Cutaneous Larva Migrans (CLM)1,4-7
Epidemiology: CLM is the most common dermatologic infectious disease in the returning traveler. It is caused by the hookworm larva, most commonly by the cat and dog hookworms, Ancyclostoma braziliense and caninum, respectively. The larva is found in soil and sand and is acquired by walking barefoot in endemic areas. CLM is found in Southeast Asia, Africa, South America, the southern United States and the Caribbean. CLM is the diagnosis in approximately 10% of travelers returning with skin complaints.
Incubation/latency: Symptoms can begin as early as a few hours after exposure and as late as one month after exposure.
Presentation: Patients present with a serpiginous and migrating rash associated with intense pruritis. Vesiculobullous lesions may also be seen in 10-15% of cases. Feet are most frequently affected, followed by the buttocks and thighs. At any given time, 1 to 3 lesions may be present.

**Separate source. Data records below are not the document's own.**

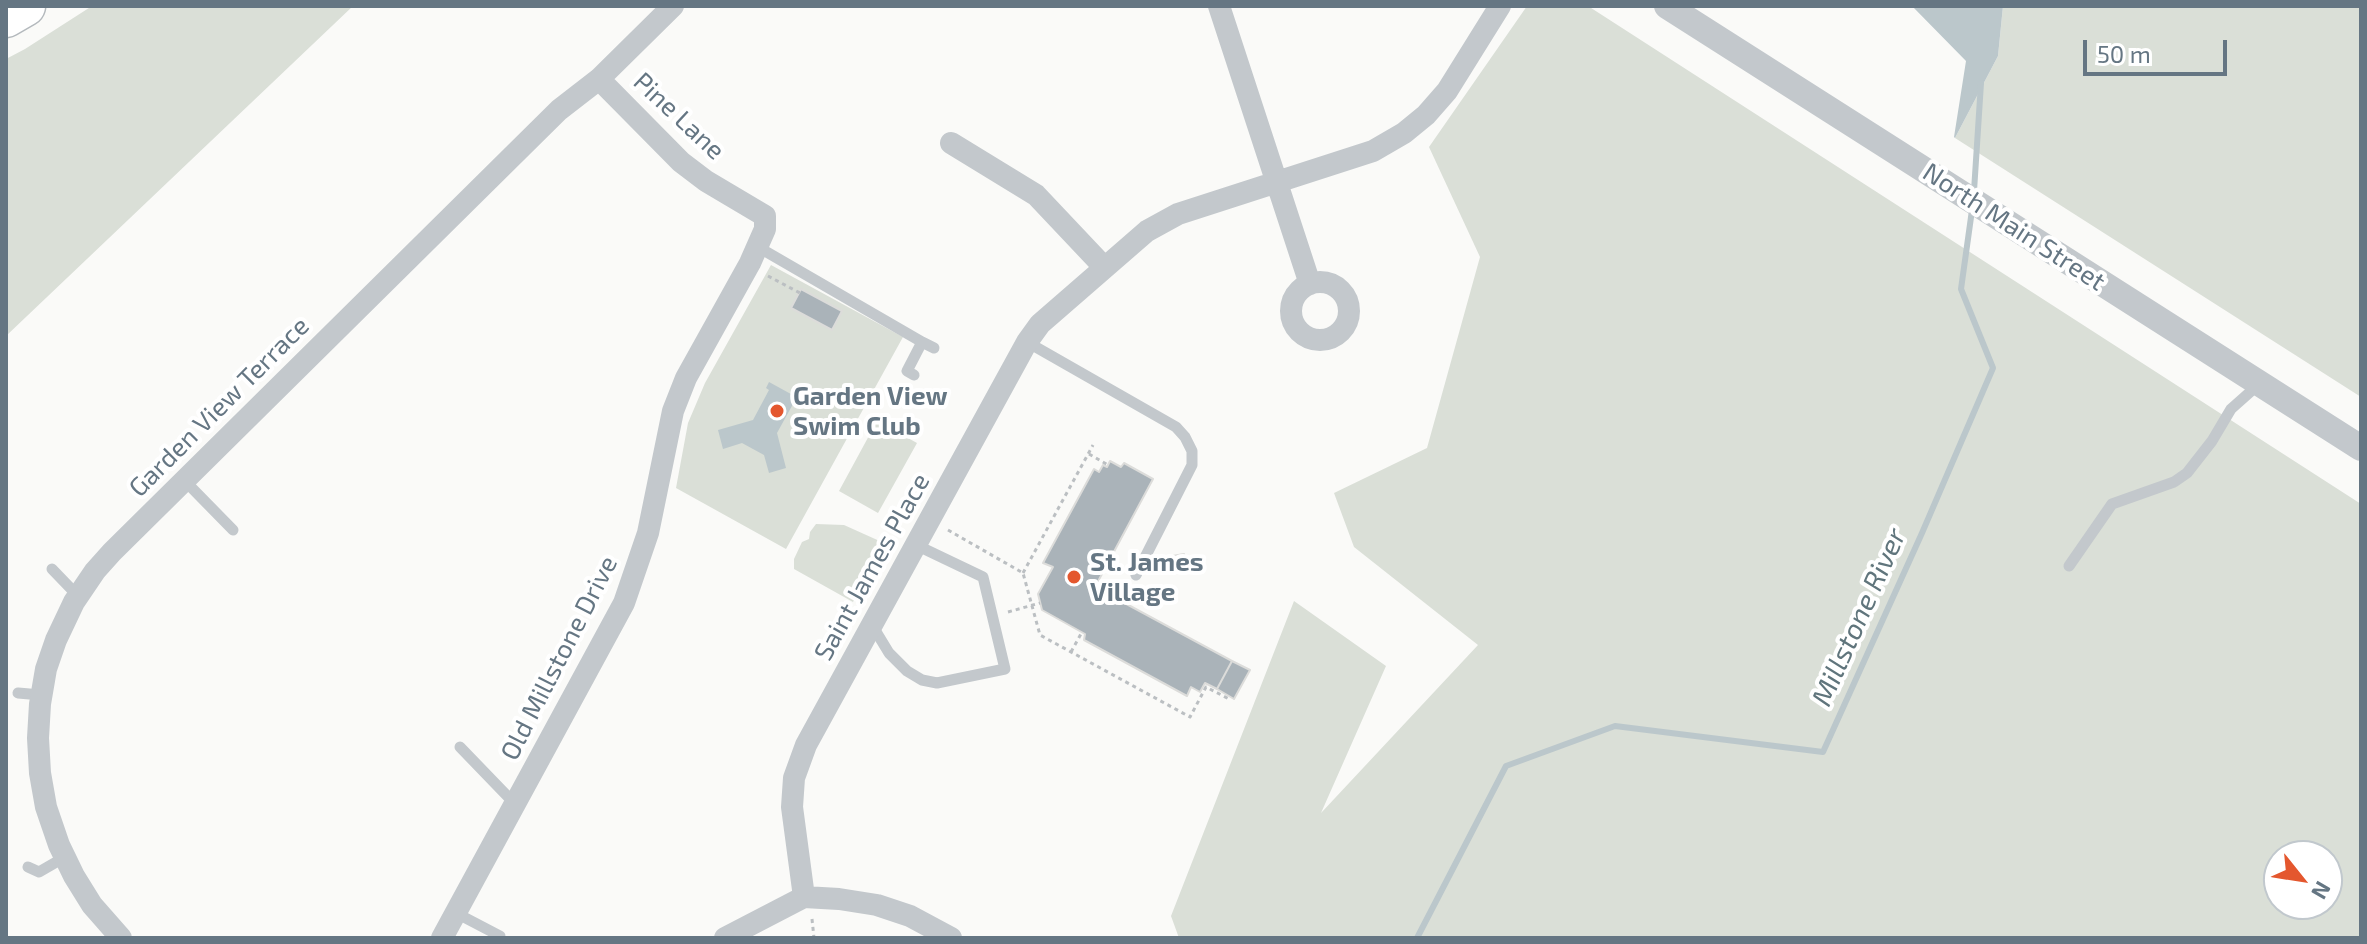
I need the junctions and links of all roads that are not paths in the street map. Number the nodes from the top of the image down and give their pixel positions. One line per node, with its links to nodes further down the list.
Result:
1 (25, 6): 6 (highway)
2 (673, 6): 7 (street, Garden View Terrace)
3 (1219, 6): 9 (street)
4 (1500, 6): 9 (street, Saint James Place)
5 (1667, 6): 18 (street, North Main Street)
6 (6, 17)
7 (599, 79): 10 (street, Pine Lane); 20 (street, Garden View Terrace)
8 (951, 143): 12 (street)
9 (1277, 183): 12 (street, Saint James Place); 13 (street)
10 (765, 216): 11 (street, Old Millstone Drive)
11 (758, 247): 14 (lane); 31 (street, Old Millstone Drive)
12 (1104, 267): 15 (street, Saint James Place)
13 (1310, 284)
14 (922, 342): 16 (lane); 17 (lane)
15 (1027, 342): 22 (street, Saint James Place); 25 (lane)
16 (934, 348)
17 (914, 375)
18 (2260, 383): 19 (street, North Main Street); 23 (lane)
19 (2361, 448)
20 (185, 481): 21 (lane); 26 (street, Garden View Terrace)
21 (233, 530)
22 (916, 545): 27 (street, Saint James Place); 27 (lane)
23 (2069, 566)
24 (52, 569): 26 (lane)
25 (1136, 575)
26 (78, 596): 29 (street, Garden View Terrace)
27 (872, 625): 34 (street, Saint James Place)
28 (18, 693): 29 (lane)
29 (41, 695): 32 (street, Garden View Terrace)
30 (460, 747): 31 (lane)
31 (515, 804): 35 (street, Old Millstone Drive)
32 (65, 857): 33 (lane); 37 (street, Garden View Terrace)
33 (28, 867)
34 (808, 908): 39 (street); 40 (street)
35 (456, 913): 36 (lane); 38 (street, Old Millstone Drive)
36 (500, 936)
37 (121, 938)
38 (442, 938)
39 (725, 938)
40 (951, 938)

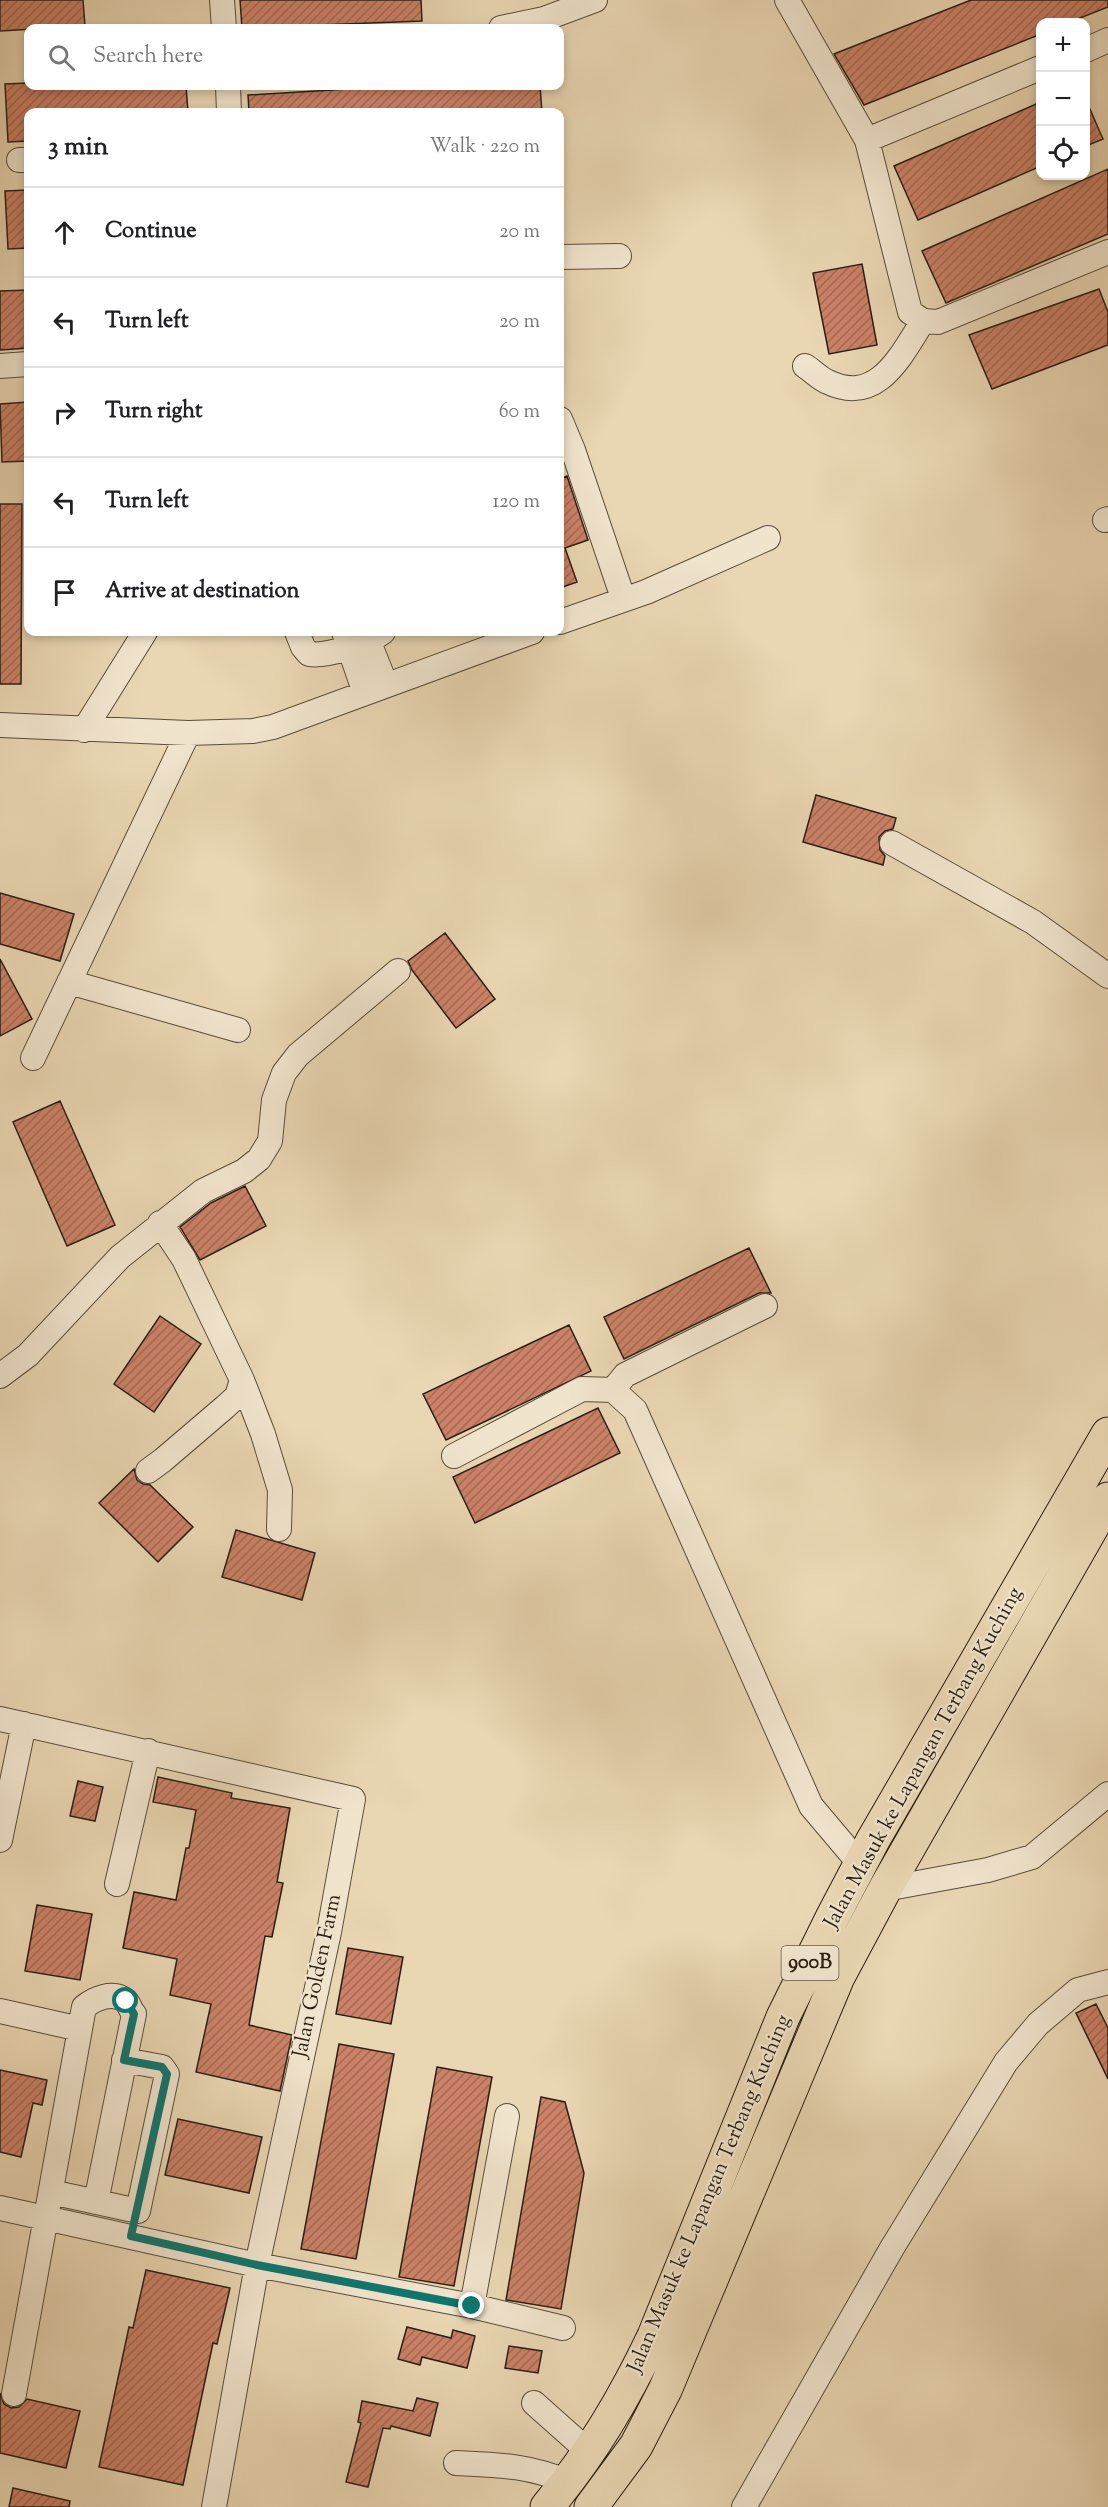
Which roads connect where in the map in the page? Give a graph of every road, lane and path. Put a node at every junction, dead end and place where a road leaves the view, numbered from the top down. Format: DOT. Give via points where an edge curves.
graph roads {
  1 [pos="222,0"];
  2 [pos="595,0"];
  3 [pos="787,0"];
  4 [pos="544,10"];
  5 [pos="224,24"];
  6 [pos="511,24"];
  7 [pos="1108,40"];
  8 [pos="1090,48"];
  9 [pos="1036,70"];
  10 [pos="228,90"];
  11 [pos="229,108"];
  12 [pos="867,140"];
  13 [pos="1108,252"];
  14 [pos="619,256"];
  15 [pos="564,257"];
  16 [pos="917,317"];
  17 [pos="24,364"];
  18 [pos="0,366"];
  19 [pos="805,366"];
  20 [pos="564,429"];
  21 [pos="768,538"];
  22 [pos="623,598"];
  23 [pos="564,620"];
  24 [pos="143,636"];
  25 [pos="299,636"];
  26 [pos="521,636"];
  27 [pos="361,637"];
  28 [pos="376,689"];
  29 [pos="0,726"];
  30 [pos="84,730"];
  31 [pos="188,733"];
  32 [pos="892,843"];
  33 [pos="398,971"];
  34 [pos="1108,976"];
  35 [pos="69,982"];
  36 [pos="238,1030"];
  37 [pos="33,1058"];
  38 [pos="160,1223"];
  39 [pos="765,1306"];
  40 [pos="0,1376"];
  41 [pos="242,1380"];
  42 [pos="613,1390"];
  43 [pos="1108,1434"];
  44 [pos="454,1456"];
  45 [pos="148,1471"];
  46 [pos="1108,1499"];
  47 [pos="279,1528"];
  48 [pos="0,1719"];
  49 [pos="24,1724"];
  50 [pos="148,1751"];
  51 [pos="1108,1794"];
  52 [pos="0,1840"];
  53 [pos="860,1864"];
  54 [pos="117,1884"];
  55 [pos="885,1888"];
  56 [pos="1108,1982"];
  57 [pos="0,2011"];
  58 [pos="81,2029"];
  59 [pos="124,2060"];
  60 [pos="507,2116"];
  61 [pos="51,2192"];
  62 [pos="96,2202"];
  63 [pos="0,2208"];
  64 [pos="138,2211"];
  65 [pos="47,2218"];
  66 [pos="131,2236"];
  67 [pos="257,2265"];
  68 [pos="472,2306"];
  69 [pos="563,2328"];
  70 [pos="14,2394"];
  71 [pos="534,2403"];
  72 [pos="590,2452"];
  73 [pos="456,2463"];
  74 [pos="568,2482"];
  75 [pos="214,2507"];
  76 [pos="547,2507"];
  77 [pos="591,2507"];
  78 [pos="744,2507"];
  1 -- 5 [label="street"];
  2 -- 4 [label="street"];
  3 -- 12 [label="street"];
  4 -- 6 [label="street"];
  7 -- 8 [label="street"];
  9 -- 12 [label="street"];
  10 -- 11 [label="street"];
  12 -- 16 [label="street"];
  13 -- 16 [label="street" via="938,322"];
  14 -- 15 [label="street"];
  16 -- 19 [label="street" via="885,377 869,386 848,388 828,382"];
  17 -- 18 [label="street"];
  20 -- 22 [label="street"];
  21 -- 22 [label="street" via="646,592"];
  22 -- 23 [label="street"];
  24 -- 30 [label="street"];
  25 -- 27 [label="street" via="309,654 319,656"];
  26 -- 28 [label="street"];
  27 -- 28 [label="street"];
  28 -- 31 [label="street" via="273,728"];
  29 -- 30 [label="street"];
  30 -- 31 [label="street"];
  31 -- 35 [label="street"];
  32 -- 34 [label="street" via="1033,922"];
  33 -- 38 [label="street" via="298,1055 284,1073 274,1100 270,1141 259,1159 203,1191"];
  35 -- 36 [label="street"];
  35 -- 37 [label="street"];
  38 -- 40 [label="street" via="120,1257 28,1355"];
  38 -- 41 [label="street" via="184,1259"];
  39 -- 42 [label="street" via="625,1375"];
  41 -- 45 [label="street" via="231,1402"];
  41 -- 47 [label="street" via="280,1490"];
  42 -- 44 [label="street" via="582,1389"];
  42 -- 53 [label="street" via="634,1410 811,1806"];
  43 -- 53 [label="highway, Jalan Masuk ke Lapangan Terbang Kuching / 900B"];
  46 -- 55 [label="highway, Jalan Masuk ke Lapangan Terbang Kuching"];
  48 -- 49 [label="street, Jalan Golden Farm"];
  49 -- 50 [label="street, Jalan Golden Farm"];
  49 -- 52 [label="street"];
  50 -- 54 [label="street"];
  50 -- 67 [label="street, Jalan Golden Farm" via="353,1799 329,1932"];
  51 -- 55 [label="street" via="1032,1857 988,1870"];
  53 -- 72 [label="highway, Jalan Masuk ke Lapangan Terbang Kuching / 900B" via="783,2017 654,2336 619,2406"];
  55 -- 77 [label="highway, Jalan Masuk ke Lapangan Terbang Kuching" via="838,1977 665,2390 636,2446"];
  56 -- 78 [label="street" via="1078,1990 1038,2024 1006,2062 886,2258"];
  57 -- 58 [label="street"];
  58 -- 59 [label="street" via="84,2007 96,1998 114,1996 126,2001 134,2014"];
  58 -- 61 [label="street"];
  59 -- 62 [label="street"];
  59 -- 64 [label="street" via="162,2067 167,2074"];
  60 -- 68 [label="street"];
  61 -- 62 [label="street"];
  61 -- 65 [label="street"];
  62 -- 64 [label="street"];
  63 -- 65 [label="street"];
  64 -- 66 [label="street"];
  65 -- 66 [label="street"];
  65 -- 70 [label="street"];
  66 -- 67 [label="street"];
  67 -- 68 [label="street"];
  67 -- 75 [label="street, Jalan Golden Farm"];
  68 -- 69 [label="street"];
  71 -- 72 [label="street"];
  72 -- 74 [label="highway, Jalan Masuk ke Lapangan Terbang Kuching / 900B"];
  73 -- 74 [label="street" via="543,2471"];
  74 -- 76 [label="highway, Jalan Masuk ke Lapangan Terbang Kuching / 900B"];
}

Diagnosis: The diagnosis is made clinically upon CLM’s characteristic appearance and the patient’s travel history.
Treatment: Ivermectin 0.2mg/kg PO, repeated once or twice, or albendazole 400mg PO as single dose, or for three days.
Prognosis: Spontaneous resolution occurs after several weeks (usually 2-8 weeks), however, a single dose of ivermectin is associated with a 94-100% cure rate and significantly reduces duration of symptoms.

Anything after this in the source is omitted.